Daily Photo – Lake Hayes
At Lake Hayes, the weather was starting to break. The heavy, overcast gloom and constant threat of rain was giving way to still, settled-yet cold-conditions. I pulled into a relatively empty car park and went for a stroll along one of the tracks that followed the shore. The full loop is a picturesque and enchanting 8-kilometre (5-mile), two-hour walk around the lake’s edge. On a different day I’d have embraced the track and set off for a decent walk, but time wasn’t on my side. Instead, I stood by the water’s edge, taking in the near-perfect mountain reflections in front of me.

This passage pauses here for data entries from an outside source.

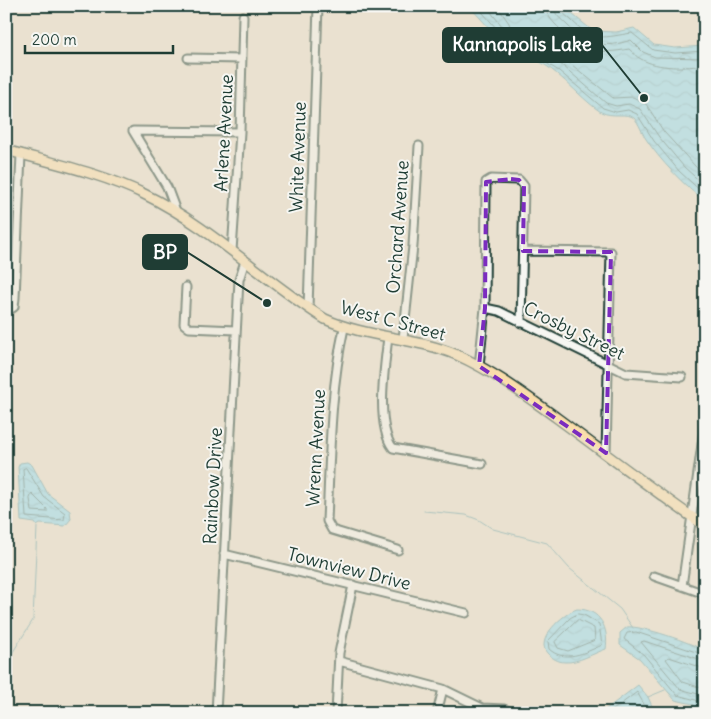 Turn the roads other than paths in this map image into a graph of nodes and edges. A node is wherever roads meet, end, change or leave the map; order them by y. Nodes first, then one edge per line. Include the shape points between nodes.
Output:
1 (318, 6) edge
2 (243, 16) dead end
3 (188, 58) dead end
4 (242, 59) junction
5 (240, 132) junction
6 (419, 146) dead end
7 (6, 150) edge
8 (21, 154) junction
9 (176, 211) junction
10 (232, 251) junction
11 (523, 251) junction
12 (245, 261) junction
13 (186, 287) dead end
14 (308, 308) junction
15 (485, 308) junction
16 (6, 312) edge
17 (521, 323) junction
18 (344, 328) junction
19 (236, 330) junction
20 (388, 337) junction
21 (403, 339) junction
22 (479, 366) junction
23 (608, 366) junction
24 (682, 377) dead end
25 (705, 423) edge
26 (606, 454) junction
27 (482, 464) dead end
28 (690, 516) junction
29 (705, 526) edge
30 (398, 550) dead end
31 (224, 554) junction
32 (654, 576) dead end
33 (353, 585) junction
34 (682, 586) junction
35 (705, 594) edge
36 (466, 613) dead end
37 (339, 661) junction
38 (443, 689) junction
39 (216, 713) edge
40 (336, 713) edge
41 (437, 713) edge
42 (512, 713) edge

1 - 14 street, White Avenue
2 - 4 street, Arlene Avenue
3 - 4 street
4 - 5 street, Arlene Avenue
5 - 9 street via 133,132 167,187
5 - 10 street, Arlene Avenue
6 - 21 street, Orchard Avenue
7 - 8 main road, West C Street
8 - 9 main road, West C Street via 112,180
8 - 16 street via 15,298 14,307
9 - 10 main road, West C Street
10 - 12 main road, West C Street
11 - 15 street via 524,186 519,180 491,179 486,182
11 - 17 street
11 - 23 street via 611,252
12 - 14 main road, West C Street
12 - 19 street, Rainbow Drive via 239,280
13 - 19 street via 184,324 190,328
14 - 18 main road, West C Street
15 - 17 street, Crosby Street via 500,311
15 - 22 street
17 - 23 street, Crosby Street
18 - 20 main road, West C Street
18 - 30 street, Wrenn Avenue via 337,358 327,521 332,530
19 - 31 street, Rainbow Drive
20 - 21 main road, West C Street
20 - 27 street via 383,404 388,442 393,448
21 - 22 main road, West C Street via 430,345
22 - 26 main road, West C Street via 524,394
23 - 24 street, Crosby Street via 626,373
23 - 26 street
25 - 28 street
26 - 28 main road, West C Street
28 - 29 main road, West C Street
28 - 34 street
31 - 33 street, Townview Drive
31 - 39 street, Rainbow Drive
32 - 34 street
33 - 36 street, Townview Drive
33 - 37 street
34 - 35 street
37 - 38 street
37 - 40 street
38 - 41 street
38 - 42 street via 475,706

The lake was still, like a sheet of glass stretching all the way to the distant shore, creating a flawless, crystal-clear mirror image of the mountains across the horizon while wildlife lazily pushed through the reeds near my feet. Only the steady hum of the motorway behind me, with its chaotic rhythm, broke up the tranquillity of this peaceful oasis. It couldn’t last. It didn’t last. Just as I pulled out of the car park and bravely rejoined the stream of traffic, an annoyance of British campervans arrived and began setting up a corral in the very car park I’d just vacated. Hungry and thirsty, I slipped into the traffic flow heading for Cromwell, roughly 45 kilometres (27 miles) away, passing through the wonderful Gibbston Valley and Kawarau Gorge – an ever-changing journey of spectacular mountain peaks, deep ravines, with a striking yet imposing river.